Activation for the six semantic contrasts was more robust in the left hemisphere, with the right hemisphere showing very few distinct clusters. For this reason, and for the sake of achieving a manageable discussion of the results, we have focused our analysis only on the left hemisphere. The results of the contrasts for time points between 4 and 16 seconds are shown in figure 1. In the first row, a contrast between congruent sentences and rest is provided to illustrate the temporal evolution of the stimulus activation compared to a resting baseline. Initial activity was seen in auditory cortex, including the left superior temporal gyrus and sulcus (STG and STS), as well as the left inferior frontal gyrus (IFG). A larger spatial extent of activation in both temporal and frontal lobes was observed at later time points, peaking roughly at 10–12 seconds after stimulus onset. Deactivation was observed in inferior temporal and occipital areas.

Figure 1Figure 1
Maps of group activation at time points 4, 6, 8, 10, 12, 14, and 16 seconds after stimulus onset. The activations are shown projected onto a left-hemisphere, surface-modeled, inflated brain based on the ICBM Single Subject MRI Template. Activations are (more ...)

For the semantic contrasts, two areas, the left angular gyrus (AG) and the anterior-inferior aspect of the left IFG showed initial semantic effects apparent at roughly 6 seconds after stimulus onset. These effects were seen in all the contrasts between words and pseudowords, including semantically congruent sentences vs. pseudoword sentences, semantically random sentences vs. pseudoword sentences, and both semantically congruent and semantically random word lists against the pseudoword lists. No differences were seen for this time period between the semantically congruent and semantically random stimuli. Additional activation for the semantically congruent and semantically random stimuli over the pseudoword stimuli appeared later, beginning at roughly 10 seconds and peaking at 12 seconds after stimulus onset, in the middle and posterior aspects of the left STS and middle temporal gyrus (MTG) as well as in more posterior and dorsal regions of the left IFG. Differences between the semantically congruent and semantically random sentences were present in the left AG at roughly 10 seconds after stimulus onset and peaked at 12 seconds, as well as in the left frontal operculum and left supramarginal gyrus.
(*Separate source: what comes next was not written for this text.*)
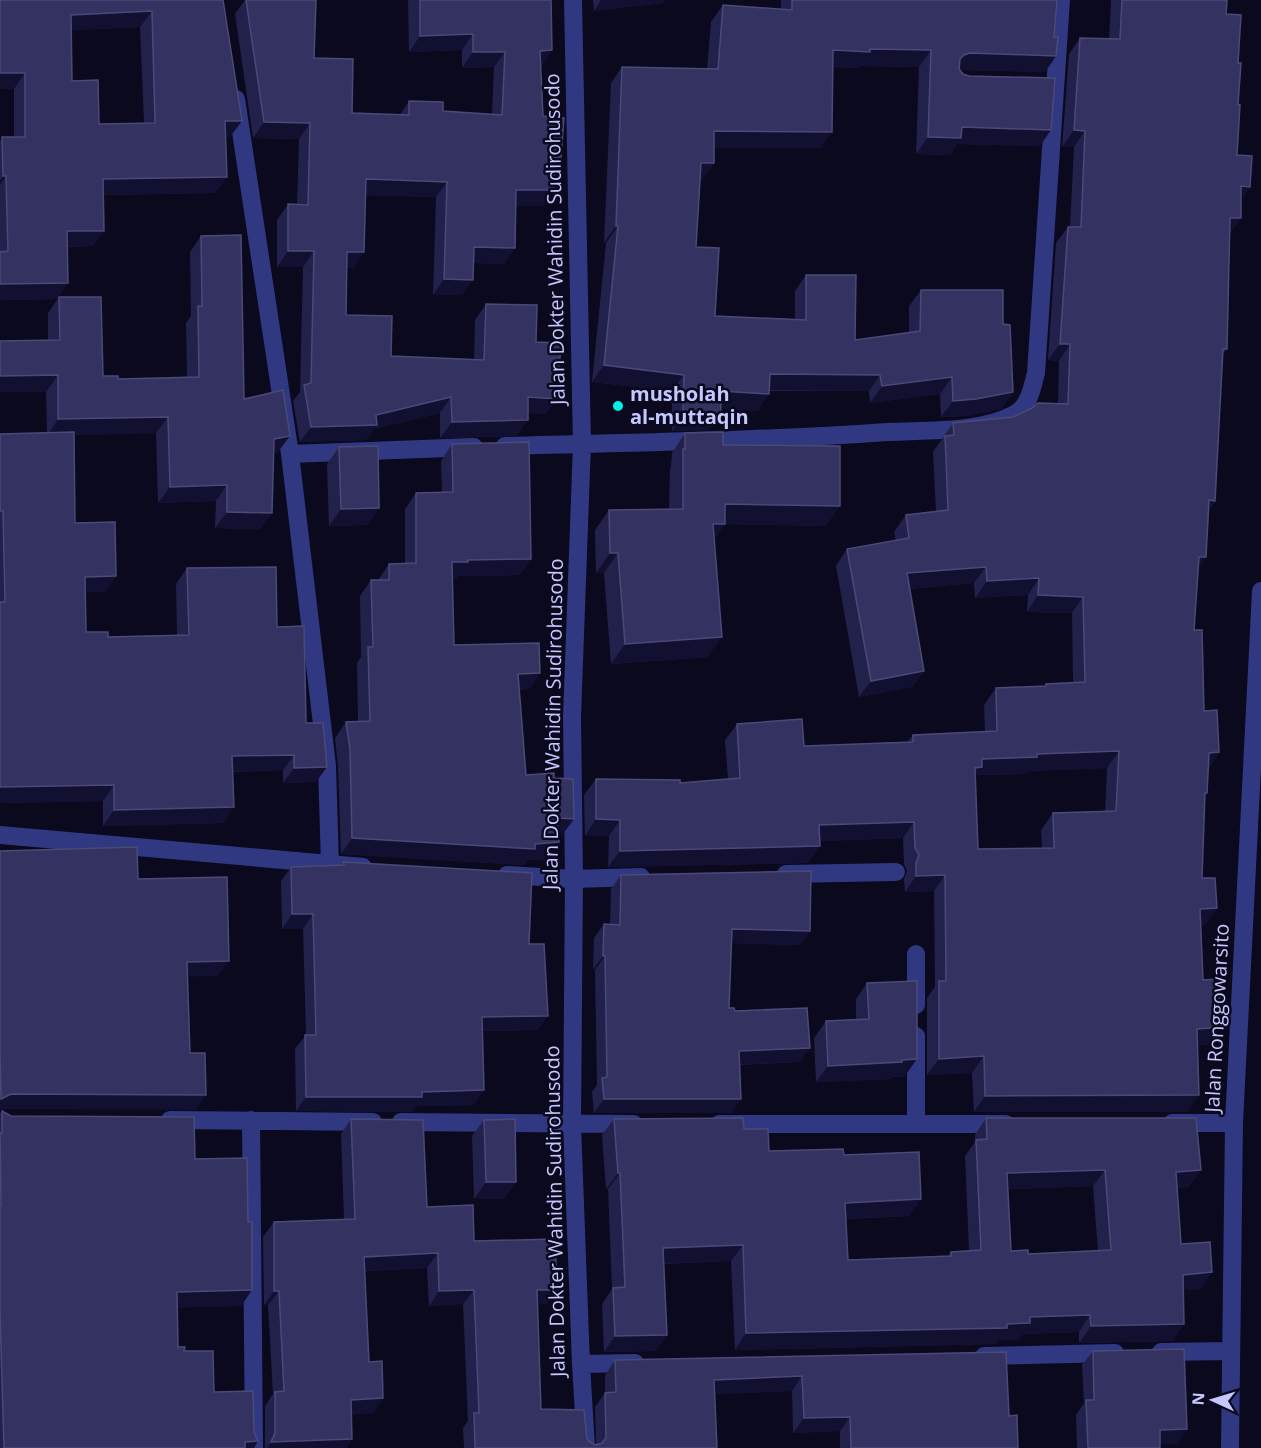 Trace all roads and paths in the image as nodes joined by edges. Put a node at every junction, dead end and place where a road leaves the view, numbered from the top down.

Based on these activation patterns, we focused further analyses on four regions: the left AG, left STS/MTG, and two regions of the left IFG. Each region was defined functionally by combining maps of the semantic contrasts that showed differential activity within the region. Voxels were included that showed significant differences in activation in any of the chosen maps. Further divisions were made based on the underlying anatomy of the MNI brain. A depiction of these four regions projected onto a surface brain is shown in figure 2. The left AG was defined from the three semantic contrasts for sentences between time points 6 and 14. The boundary between AG and temporal lobe was defined by the upward deflection of the STS. The STS/MTG region was defined using the congruent over pseudoword and the random over pseudoword contrasts for both sentences and word lists between time points 6 and 14. Voxels in the AG were excluded from this ROI. IFG regions were defined using the congruent over pseudoword and the random over pseudoword contrasts for sentences and word lists between time points 6 and 14. These contrasts revealed two adjacent clusters, including a more anterior-inferior region (roughly BA 47 and anterior BA 45) that was differentially activated early (~ 6s) in the contrasts between word and pseudoword stimuli and a more posterior region (roughly BA 44 and posterior BA 45) that appeared later (~10 s) in the contrasts between word and pseudoword stimuli. A division between these two regions was identified by hand. BOLD time courses for these four areas are shown in figure 2. Significance values of the semantic contrasts at each time point and for each area are shown in table 2.

Figure 2Figure 2
Graphs of mean BOLD activation within clusters across time for the six conditions. Congruent sentences are shown in blue, congruent word lists in red, random sentences in green, random word lists in yellow, pseudo word sentences in cyan, and pseudoword (more ...)
Table 2Table 2
Significance values for semantic contrasts within activation clusters

The AG was characterized by an initial deactivation (decrease in BOLD signal) peaking at about 8–10 seconds after stimulus onset compared to the resting baseline for both pseudoword sentences and pseudoword lists. BOLD signal for the other conditions showed relatively little difference from the resting baseline at this point in the time course. Later, peaking at about 10–12 seconds after stimulus onset, an increase in activation compared to rest was seen only for the semantically congruent sentences.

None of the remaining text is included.